Des haredims enrôlés de force
La dispense du service militaire pour les ultra-orthodoxes, également appelés haredims, existe depuis la création de l’État hébreu en 1948. Mais elle est régulièrement remise en question, ravivant les tensions sur un sujet qui cristallise depuis des années les dissensions entre laïcs et religieux.
En 2014, une loi appelée “partage du fardeau” et votée sous la pression du parti centriste laïc Yesh Atid alors au gouvernement, a failli y mettre un terme. Mais la communauté ultra-orthodoxe a réussi à faire reculer le gouvernement, d’où l’amendement voté en 2015 en leur faveur. Celui-ci devait théoriquement leur garantir une vie religieuse à l’abri des obligations militaires jusqu’en 2023.
En vertu de ce texte, les femmes ultra-orthodoxes peuvent se passer de service militaire, ainsi que les hommes étudiant la Torah à plein temps dans des écoles talmudiques. Pour ceux qui n’étudient pas, l’armée israélienne a prévu des unités spéciales, où leurs interactions avec les femmes sont limitées, comme l’impose leur pratique littérale du judaïsme.
Ces derniers sont parfois enrôlés de force, ce qui engendre des tensions, comme en mars 2017. L’arrestation de haredims refusant de rejoindre Tsahal avait alors provoqué des manifestations de la communauté ultra-orthodoxe à proximité de Tel-Aviv.
Ne pas tenter les jeunes orthodoxes en dehors de prières
Cette communauté, qui représente environ 10 % de la population, observe strictement les règles du judaïsme dans tous les aspects de la vie quotidienne et spirituelle. Ils considèrent notamment la conscription comme une source de tentations pour leurs jeunes, une fois sortis du monde fermé de la prière et de l’étude religieuse.
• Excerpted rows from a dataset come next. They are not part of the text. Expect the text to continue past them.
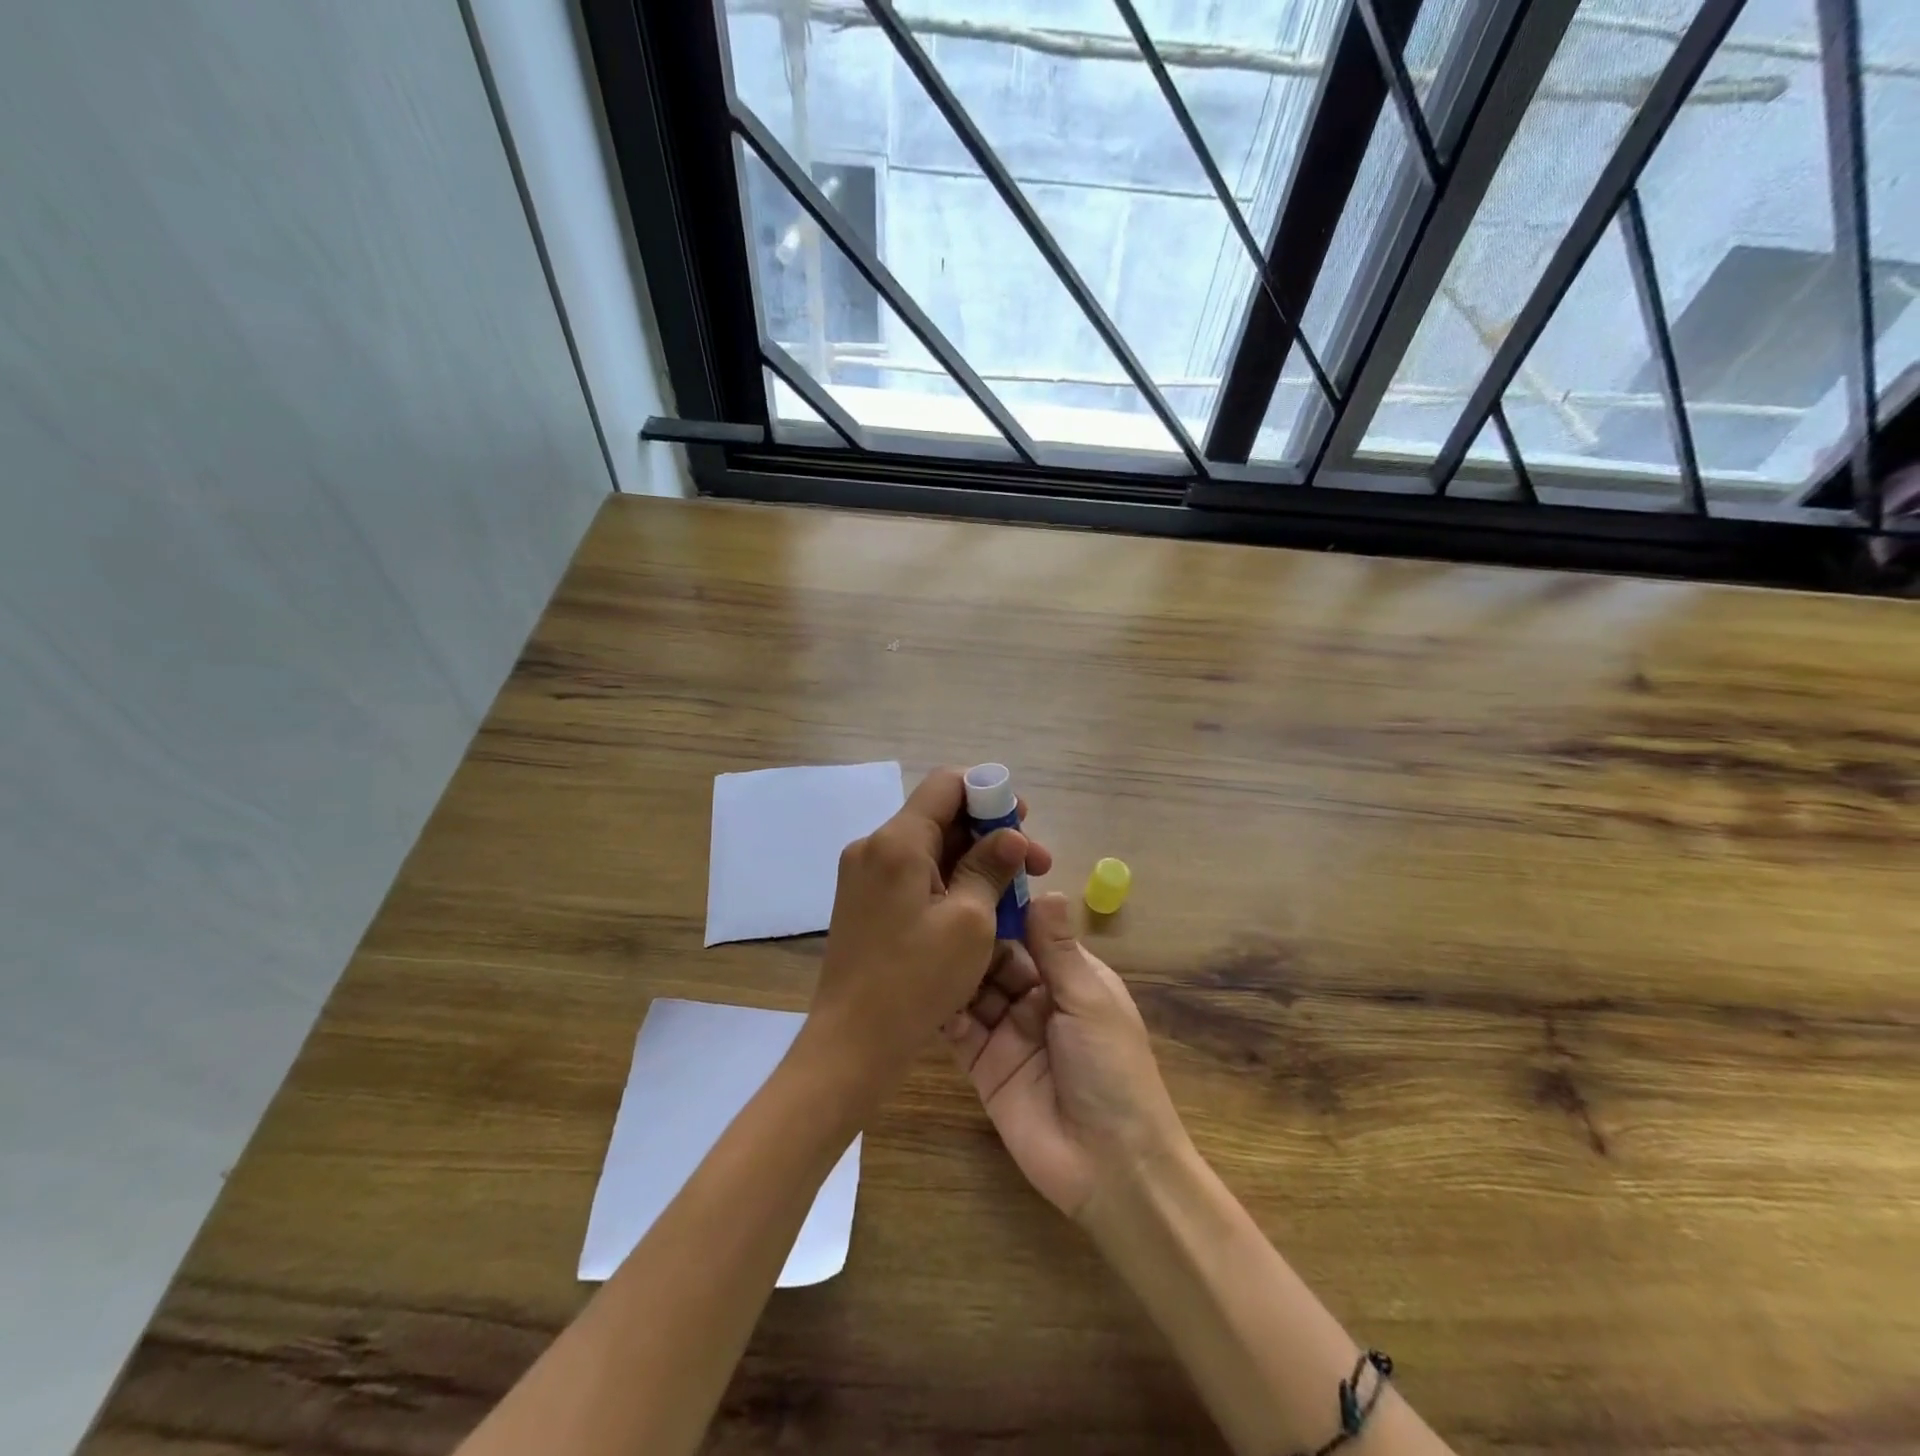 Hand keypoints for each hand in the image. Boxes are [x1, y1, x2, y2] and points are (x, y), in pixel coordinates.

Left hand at [804, 768, 1054, 1095]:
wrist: (852, 1043)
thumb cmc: (917, 980)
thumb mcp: (970, 921)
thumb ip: (990, 867)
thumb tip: (1010, 836)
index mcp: (897, 841)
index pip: (947, 784)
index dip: (990, 792)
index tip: (1023, 821)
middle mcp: (874, 846)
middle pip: (939, 816)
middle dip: (990, 833)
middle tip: (1034, 865)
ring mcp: (864, 875)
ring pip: (929, 847)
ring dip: (973, 860)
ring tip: (1013, 892)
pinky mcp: (864, 901)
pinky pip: (913, 874)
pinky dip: (949, 880)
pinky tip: (979, 907)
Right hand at [945, 891, 1188, 1220]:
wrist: (1110, 1166)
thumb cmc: (1112, 1069)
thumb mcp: (1089, 1000)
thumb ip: (1058, 948)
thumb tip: (1046, 889)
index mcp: (1070, 977)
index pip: (1031, 932)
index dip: (1005, 909)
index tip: (971, 878)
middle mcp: (1036, 998)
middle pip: (997, 958)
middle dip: (972, 938)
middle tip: (933, 908)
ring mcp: (1007, 1032)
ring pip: (974, 989)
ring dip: (954, 970)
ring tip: (922, 942)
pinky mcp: (983, 1066)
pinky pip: (959, 1030)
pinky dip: (943, 1011)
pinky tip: (922, 990) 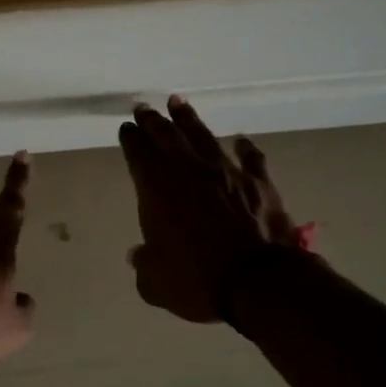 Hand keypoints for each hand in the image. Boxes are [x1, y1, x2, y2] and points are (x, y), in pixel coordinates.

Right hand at [118, 97, 298, 322]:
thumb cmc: (197, 281)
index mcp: (157, 190)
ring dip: (189, 120)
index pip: (139, 155)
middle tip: (143, 108)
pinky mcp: (259, 184)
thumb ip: (144, 264)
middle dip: (153, 121)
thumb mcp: (155, 283)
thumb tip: (139, 255)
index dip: (131, 140)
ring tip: (178, 103)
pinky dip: (245, 148)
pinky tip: (241, 140)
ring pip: (204, 137)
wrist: (258, 282)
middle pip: (167, 137)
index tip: (126, 129)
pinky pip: (251, 159)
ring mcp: (227, 173)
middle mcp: (190, 172) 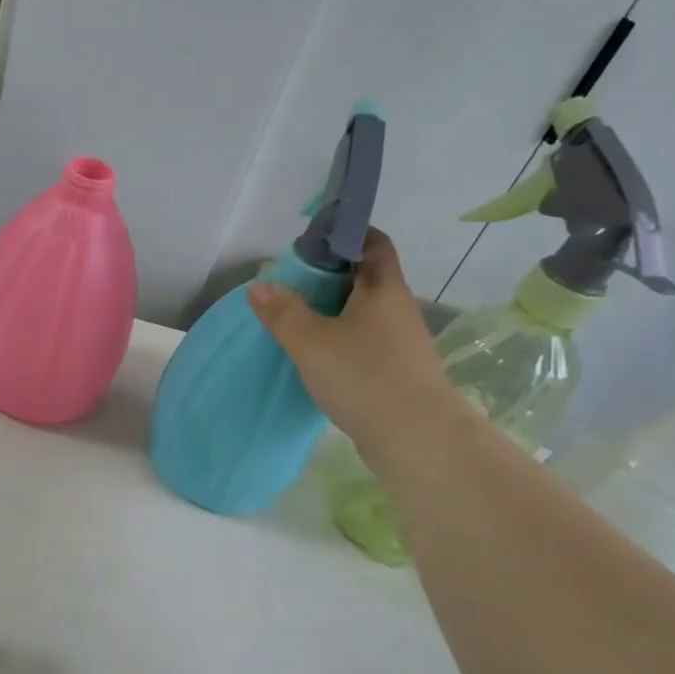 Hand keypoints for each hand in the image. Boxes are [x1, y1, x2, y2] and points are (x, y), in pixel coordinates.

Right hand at [247, 230, 464, 472]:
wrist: (415, 438)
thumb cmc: (364, 377)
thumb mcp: (311, 342)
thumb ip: (283, 313)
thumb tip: (259, 285)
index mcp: (383, 288)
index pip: (372, 243)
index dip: (345, 235)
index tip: (311, 243)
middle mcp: (397, 309)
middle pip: (365, 278)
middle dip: (330, 278)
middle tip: (290, 286)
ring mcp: (401, 342)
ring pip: (364, 314)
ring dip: (334, 313)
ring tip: (297, 322)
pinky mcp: (397, 371)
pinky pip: (365, 343)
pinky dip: (341, 341)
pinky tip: (318, 358)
Refusant de travailler pour se consacrer entièrement aux études, ces ultra-orthodoxes forment une communauté paupérisée vivant largement des subventions de l’État – une dépendance vis-à-vis des services sociaux mal perçue par la plupart des Israéliens, d’autant que cette communauté, qui fait davantage d’enfants, pourrait constituer le quart de la population israélienne d’ici à 2050, selon les projections.